What you need to do: Your answer should be the lines from the start of the records through the line with "line. Give via points where an edge curves.", copied word for word.

Stored data entries:
----

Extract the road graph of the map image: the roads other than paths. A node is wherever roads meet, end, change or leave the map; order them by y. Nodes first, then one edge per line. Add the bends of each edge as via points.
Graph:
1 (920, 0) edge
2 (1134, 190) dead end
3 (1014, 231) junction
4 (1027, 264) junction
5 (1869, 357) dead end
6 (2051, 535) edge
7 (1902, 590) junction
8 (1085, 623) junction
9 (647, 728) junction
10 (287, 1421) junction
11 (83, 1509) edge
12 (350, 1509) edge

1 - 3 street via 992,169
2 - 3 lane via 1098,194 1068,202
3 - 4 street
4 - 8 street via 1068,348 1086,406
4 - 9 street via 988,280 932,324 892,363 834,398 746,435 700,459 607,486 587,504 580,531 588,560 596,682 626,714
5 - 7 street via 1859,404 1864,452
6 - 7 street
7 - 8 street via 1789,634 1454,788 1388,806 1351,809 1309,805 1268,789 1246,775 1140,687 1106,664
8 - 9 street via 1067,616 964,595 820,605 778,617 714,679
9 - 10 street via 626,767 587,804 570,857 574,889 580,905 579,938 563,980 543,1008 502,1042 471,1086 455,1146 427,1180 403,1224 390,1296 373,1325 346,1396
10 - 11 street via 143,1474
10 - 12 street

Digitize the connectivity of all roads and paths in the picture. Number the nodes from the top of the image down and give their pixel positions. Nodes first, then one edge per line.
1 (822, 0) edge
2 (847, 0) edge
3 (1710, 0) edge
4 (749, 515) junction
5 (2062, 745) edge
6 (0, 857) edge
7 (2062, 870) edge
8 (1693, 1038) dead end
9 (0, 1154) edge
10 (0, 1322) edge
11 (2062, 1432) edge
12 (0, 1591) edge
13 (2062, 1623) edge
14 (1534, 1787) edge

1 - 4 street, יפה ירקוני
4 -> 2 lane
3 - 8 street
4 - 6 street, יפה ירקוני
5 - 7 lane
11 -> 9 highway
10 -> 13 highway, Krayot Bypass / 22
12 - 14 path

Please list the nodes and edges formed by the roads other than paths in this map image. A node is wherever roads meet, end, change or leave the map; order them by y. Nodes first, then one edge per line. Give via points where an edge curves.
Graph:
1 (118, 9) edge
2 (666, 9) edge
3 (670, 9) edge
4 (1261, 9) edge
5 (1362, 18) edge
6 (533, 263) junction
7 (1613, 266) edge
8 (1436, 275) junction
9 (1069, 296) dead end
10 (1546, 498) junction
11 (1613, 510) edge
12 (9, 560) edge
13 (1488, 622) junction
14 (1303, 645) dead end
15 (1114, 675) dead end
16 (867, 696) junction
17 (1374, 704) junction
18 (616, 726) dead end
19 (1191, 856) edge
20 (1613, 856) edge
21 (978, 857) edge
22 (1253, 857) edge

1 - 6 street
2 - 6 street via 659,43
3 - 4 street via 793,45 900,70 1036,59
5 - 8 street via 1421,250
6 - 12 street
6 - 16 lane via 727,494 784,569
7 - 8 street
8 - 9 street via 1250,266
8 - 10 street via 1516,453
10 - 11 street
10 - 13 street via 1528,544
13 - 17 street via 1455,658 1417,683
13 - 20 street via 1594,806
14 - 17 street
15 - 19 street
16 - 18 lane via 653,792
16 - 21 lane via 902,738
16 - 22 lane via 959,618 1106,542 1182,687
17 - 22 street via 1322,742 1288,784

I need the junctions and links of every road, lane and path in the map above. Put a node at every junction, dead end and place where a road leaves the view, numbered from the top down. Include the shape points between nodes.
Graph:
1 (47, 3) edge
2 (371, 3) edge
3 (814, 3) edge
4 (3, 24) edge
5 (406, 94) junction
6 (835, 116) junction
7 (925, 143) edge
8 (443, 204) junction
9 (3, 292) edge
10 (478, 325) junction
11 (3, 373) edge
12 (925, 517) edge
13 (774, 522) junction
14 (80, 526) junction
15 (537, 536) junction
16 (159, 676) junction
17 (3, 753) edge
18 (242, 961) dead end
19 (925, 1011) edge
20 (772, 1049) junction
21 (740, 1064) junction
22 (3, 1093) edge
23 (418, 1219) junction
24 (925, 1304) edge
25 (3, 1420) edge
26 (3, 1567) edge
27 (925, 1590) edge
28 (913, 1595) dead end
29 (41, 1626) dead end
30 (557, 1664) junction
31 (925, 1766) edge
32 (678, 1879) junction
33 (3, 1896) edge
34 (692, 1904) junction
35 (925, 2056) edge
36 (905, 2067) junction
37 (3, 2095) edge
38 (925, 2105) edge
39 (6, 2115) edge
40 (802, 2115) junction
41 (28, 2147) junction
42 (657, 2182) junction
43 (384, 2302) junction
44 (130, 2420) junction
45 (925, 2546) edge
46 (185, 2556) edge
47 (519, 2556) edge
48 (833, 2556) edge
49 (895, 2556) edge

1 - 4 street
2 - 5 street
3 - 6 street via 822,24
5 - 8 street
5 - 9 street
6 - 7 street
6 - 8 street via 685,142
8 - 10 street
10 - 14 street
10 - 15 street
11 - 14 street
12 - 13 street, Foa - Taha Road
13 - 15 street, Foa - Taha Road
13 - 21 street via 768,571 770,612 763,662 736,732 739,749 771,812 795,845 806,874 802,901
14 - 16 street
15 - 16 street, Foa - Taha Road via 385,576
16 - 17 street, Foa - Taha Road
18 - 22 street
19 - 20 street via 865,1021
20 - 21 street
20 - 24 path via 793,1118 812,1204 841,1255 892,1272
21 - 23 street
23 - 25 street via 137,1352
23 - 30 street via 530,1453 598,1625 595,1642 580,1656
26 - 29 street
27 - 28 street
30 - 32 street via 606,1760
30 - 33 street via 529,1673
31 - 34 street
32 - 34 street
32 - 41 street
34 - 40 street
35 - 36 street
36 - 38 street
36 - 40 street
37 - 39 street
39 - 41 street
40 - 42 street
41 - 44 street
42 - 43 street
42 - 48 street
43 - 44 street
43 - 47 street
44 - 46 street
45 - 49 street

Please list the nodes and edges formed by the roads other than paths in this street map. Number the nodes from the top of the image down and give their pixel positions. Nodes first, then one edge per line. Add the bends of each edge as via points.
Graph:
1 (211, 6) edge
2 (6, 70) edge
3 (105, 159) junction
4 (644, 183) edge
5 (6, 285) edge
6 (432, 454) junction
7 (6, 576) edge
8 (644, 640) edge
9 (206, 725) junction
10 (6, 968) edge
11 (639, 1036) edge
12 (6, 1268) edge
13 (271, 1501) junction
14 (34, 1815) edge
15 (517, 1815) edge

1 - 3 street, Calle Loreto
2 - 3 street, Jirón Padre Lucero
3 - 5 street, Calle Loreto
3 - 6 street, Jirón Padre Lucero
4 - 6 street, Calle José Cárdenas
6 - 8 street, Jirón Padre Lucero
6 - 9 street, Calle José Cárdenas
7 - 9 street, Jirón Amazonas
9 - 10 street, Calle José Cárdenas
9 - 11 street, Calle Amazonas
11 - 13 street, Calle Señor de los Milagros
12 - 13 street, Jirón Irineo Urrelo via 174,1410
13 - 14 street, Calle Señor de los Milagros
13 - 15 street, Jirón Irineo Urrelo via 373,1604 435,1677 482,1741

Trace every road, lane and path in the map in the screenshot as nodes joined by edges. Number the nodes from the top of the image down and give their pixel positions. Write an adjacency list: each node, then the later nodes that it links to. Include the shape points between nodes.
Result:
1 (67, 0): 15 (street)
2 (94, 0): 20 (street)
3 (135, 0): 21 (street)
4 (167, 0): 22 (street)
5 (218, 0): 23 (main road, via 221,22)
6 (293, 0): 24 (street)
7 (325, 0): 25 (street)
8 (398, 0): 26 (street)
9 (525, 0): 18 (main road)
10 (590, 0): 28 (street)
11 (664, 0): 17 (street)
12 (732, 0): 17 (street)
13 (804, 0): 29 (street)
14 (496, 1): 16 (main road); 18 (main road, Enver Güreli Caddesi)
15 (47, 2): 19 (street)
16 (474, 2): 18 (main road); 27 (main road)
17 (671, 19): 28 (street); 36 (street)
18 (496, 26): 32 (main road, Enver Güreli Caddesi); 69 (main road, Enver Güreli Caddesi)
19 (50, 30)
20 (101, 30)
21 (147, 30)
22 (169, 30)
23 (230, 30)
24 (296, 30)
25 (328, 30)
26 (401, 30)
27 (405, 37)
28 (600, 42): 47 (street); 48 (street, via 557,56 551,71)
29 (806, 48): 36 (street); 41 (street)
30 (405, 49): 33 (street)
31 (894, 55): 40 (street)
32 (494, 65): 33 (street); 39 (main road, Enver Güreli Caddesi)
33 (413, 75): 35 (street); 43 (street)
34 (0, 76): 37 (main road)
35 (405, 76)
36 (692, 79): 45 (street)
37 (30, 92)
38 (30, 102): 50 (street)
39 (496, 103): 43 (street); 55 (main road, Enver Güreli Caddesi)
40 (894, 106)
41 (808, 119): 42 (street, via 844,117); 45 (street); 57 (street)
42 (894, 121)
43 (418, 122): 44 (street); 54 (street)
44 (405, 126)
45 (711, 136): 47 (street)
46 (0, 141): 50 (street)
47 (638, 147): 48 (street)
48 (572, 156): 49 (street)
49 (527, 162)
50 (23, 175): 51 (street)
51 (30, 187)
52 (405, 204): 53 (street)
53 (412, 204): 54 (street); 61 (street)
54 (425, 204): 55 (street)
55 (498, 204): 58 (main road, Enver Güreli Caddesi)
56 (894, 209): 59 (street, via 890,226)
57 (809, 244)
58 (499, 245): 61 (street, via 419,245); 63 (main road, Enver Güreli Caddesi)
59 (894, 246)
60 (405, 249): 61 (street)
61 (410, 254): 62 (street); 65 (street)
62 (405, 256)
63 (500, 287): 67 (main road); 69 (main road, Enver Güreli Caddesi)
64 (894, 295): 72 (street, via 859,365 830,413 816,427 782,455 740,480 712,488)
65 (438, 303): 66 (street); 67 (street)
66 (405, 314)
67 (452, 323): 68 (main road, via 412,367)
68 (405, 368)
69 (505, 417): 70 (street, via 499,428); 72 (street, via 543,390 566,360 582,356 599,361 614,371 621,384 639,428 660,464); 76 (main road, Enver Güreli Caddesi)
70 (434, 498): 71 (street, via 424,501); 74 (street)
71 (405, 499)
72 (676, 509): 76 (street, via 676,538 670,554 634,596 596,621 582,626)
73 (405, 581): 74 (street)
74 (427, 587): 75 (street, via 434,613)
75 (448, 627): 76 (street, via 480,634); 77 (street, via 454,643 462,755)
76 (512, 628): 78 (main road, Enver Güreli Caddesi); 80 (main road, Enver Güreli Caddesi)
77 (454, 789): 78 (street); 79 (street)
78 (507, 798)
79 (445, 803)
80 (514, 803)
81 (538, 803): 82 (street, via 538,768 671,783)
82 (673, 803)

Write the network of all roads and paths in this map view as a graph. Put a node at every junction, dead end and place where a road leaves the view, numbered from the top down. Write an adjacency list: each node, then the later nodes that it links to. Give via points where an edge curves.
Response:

----

Written solution:
Extract the road graph of the map image: the roads other than paths. A node is wherever roads meet, end, change or leave the map; order them by y. Nodes first, then one edge per line. Add the bends of each edge as via points.
Graph:
1 (920, 0) edge
2 (1134, 190) dead end
3 (1014, 231) junction
4 (1027, 264) junction
5 (1869, 357) dead end
6 (2051, 535) edge
7 (1902, 590) junction
8 (1085, 623) junction
9 (647, 728) junction
10 (287, 1421) junction
11 (83, 1509) edge
12 (350, 1509) edge

1 - 3 street via 992,169
2 - 3 lane via 1098,194 1068,202
3 - 4 street
4 - 8 street via 1068,348 1086,406
4 - 9 street via 988,280 932,324 892,363 834,398 746,435 700,459 607,486 587,504 580,531 588,560 596,682 626,714
5 - 7 street via 1859,404 1864,452
6 - 7 street
7 - 8 street via 1789,634 1454,788 1388,806 1351,809 1309,805 1268,789 1246,775 1140,687 1106,664
8 - 9 street via 1067,616 964,595 820,605 778,617 714,679
9 - 10 street via 626,767 587,804 570,857 574,889 580,905 579,938 563,980 543,1008 502,1042 471,1086 455,1146 427,1180 403,1224 390,1296 373,1325 346,1396
10 - 11 street via 143,1474
10 - 12 street

Digitize the connectivity of all roads and paths in the picture. Number the nodes from the top of the image down and give their pixel positions. Nodes first, then one edge per line.
1 (822, 0) edge
2 (847, 0) edge
3 (1710, 0) edge
4 (749, 515) junction
5 (2062, 745) edge
6 (0, 857) edge
7 (2062, 870) edge
8 (1693, 1038) dead end
9 (0, 1154) edge
10 (0, 1322) edge
11 (2062, 1432) edge
12 (0, 1591) edge
13 (2062, 1623) edge
14 (1534, 1787) edge

1 - 4 street, יפה ירקוני
4 -> 2 lane
3 - 8 street
4 - 6 street, יפה ירקוני
5 - 7 lane
11 -> 9 highway
10 -> 13 highway, Krayot Bypass / 22
12 - 14 path

Please list the nodes and edges formed by the roads other than paths in this map image. A node is wherever roads meet, end, change or leave the map; order them by y. Nodes first, then one edge per line. Give via points where an edge curves.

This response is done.